> What you will do
Copy out all lines from the entries below in which "HAMEL" occurs.

> The input
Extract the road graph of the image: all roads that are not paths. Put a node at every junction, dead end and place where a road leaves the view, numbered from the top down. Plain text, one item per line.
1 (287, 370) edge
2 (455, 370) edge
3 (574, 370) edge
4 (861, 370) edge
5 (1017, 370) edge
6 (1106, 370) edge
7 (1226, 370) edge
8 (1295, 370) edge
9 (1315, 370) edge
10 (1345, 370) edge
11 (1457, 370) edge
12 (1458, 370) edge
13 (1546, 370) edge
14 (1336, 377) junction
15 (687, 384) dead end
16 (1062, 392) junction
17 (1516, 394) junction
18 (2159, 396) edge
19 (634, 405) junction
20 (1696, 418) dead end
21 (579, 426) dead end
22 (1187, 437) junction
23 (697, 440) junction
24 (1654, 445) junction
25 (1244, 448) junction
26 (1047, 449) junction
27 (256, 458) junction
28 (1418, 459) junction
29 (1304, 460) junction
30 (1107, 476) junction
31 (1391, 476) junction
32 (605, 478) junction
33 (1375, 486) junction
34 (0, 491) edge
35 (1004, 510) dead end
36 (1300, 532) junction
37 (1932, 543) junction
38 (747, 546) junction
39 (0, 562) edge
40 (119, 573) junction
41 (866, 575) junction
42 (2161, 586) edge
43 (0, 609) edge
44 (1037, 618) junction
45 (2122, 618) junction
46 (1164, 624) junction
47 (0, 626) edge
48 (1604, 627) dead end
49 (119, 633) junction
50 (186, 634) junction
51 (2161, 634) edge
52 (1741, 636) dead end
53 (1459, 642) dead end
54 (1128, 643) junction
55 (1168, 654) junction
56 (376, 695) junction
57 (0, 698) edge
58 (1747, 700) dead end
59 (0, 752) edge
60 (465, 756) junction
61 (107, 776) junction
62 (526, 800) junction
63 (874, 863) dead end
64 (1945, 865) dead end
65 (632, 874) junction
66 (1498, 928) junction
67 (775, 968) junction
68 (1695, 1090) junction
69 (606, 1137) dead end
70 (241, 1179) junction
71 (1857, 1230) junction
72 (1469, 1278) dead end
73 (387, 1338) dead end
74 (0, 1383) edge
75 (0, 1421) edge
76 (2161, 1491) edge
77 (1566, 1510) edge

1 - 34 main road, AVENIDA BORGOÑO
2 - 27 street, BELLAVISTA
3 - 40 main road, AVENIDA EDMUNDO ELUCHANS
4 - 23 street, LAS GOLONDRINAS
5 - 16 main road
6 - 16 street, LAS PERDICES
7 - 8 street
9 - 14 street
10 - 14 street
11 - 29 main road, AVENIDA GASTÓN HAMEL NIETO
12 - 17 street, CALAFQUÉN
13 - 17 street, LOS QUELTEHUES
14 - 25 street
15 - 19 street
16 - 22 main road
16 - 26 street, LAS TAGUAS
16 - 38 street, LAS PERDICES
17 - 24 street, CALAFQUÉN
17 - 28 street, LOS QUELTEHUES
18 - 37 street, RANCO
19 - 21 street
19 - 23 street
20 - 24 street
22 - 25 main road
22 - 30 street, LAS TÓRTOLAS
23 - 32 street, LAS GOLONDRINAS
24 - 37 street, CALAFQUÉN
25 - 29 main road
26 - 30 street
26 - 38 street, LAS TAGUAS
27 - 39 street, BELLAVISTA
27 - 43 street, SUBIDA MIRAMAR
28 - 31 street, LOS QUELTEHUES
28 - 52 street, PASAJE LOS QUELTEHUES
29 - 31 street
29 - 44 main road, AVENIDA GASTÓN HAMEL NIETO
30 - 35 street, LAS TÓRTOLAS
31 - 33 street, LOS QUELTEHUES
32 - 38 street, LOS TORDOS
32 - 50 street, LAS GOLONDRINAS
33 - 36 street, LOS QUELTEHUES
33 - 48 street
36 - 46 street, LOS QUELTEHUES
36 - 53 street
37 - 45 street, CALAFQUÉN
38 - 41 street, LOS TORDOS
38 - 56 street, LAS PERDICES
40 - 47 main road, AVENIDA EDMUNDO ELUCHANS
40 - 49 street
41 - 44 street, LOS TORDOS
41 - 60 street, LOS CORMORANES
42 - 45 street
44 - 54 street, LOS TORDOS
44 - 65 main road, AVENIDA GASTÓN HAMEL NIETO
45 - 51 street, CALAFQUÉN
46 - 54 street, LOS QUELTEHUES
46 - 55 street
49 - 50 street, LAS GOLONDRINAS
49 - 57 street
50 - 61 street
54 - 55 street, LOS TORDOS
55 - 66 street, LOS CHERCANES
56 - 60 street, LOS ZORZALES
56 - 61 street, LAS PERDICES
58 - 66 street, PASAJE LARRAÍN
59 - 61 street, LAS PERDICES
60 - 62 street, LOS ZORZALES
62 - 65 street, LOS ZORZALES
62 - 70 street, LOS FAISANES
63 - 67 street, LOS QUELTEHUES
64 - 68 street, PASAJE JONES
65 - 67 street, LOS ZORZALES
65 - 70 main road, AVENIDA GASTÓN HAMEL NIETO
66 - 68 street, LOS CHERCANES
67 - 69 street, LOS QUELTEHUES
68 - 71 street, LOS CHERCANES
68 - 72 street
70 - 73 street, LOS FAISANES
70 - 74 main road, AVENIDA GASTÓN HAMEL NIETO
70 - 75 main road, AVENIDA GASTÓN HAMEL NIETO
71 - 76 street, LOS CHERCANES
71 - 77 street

> Solved problem
11 - 29 main road, AVENIDA GASTÓN HAMEL NIETO
29 - 44 main road, AVENIDA GASTÓN HAMEL NIETO
44 - 65 main road, AVENIDA GASTÓN HAMEL NIETO
65 - 70 main road, AVENIDA GASTÓN HAMEL NIETO
70 - 74 main road, AVENIDA GASTÓN HAMEL NIETO
70 - 75 main road, AVENIDA GASTÓN HAMEL NIETO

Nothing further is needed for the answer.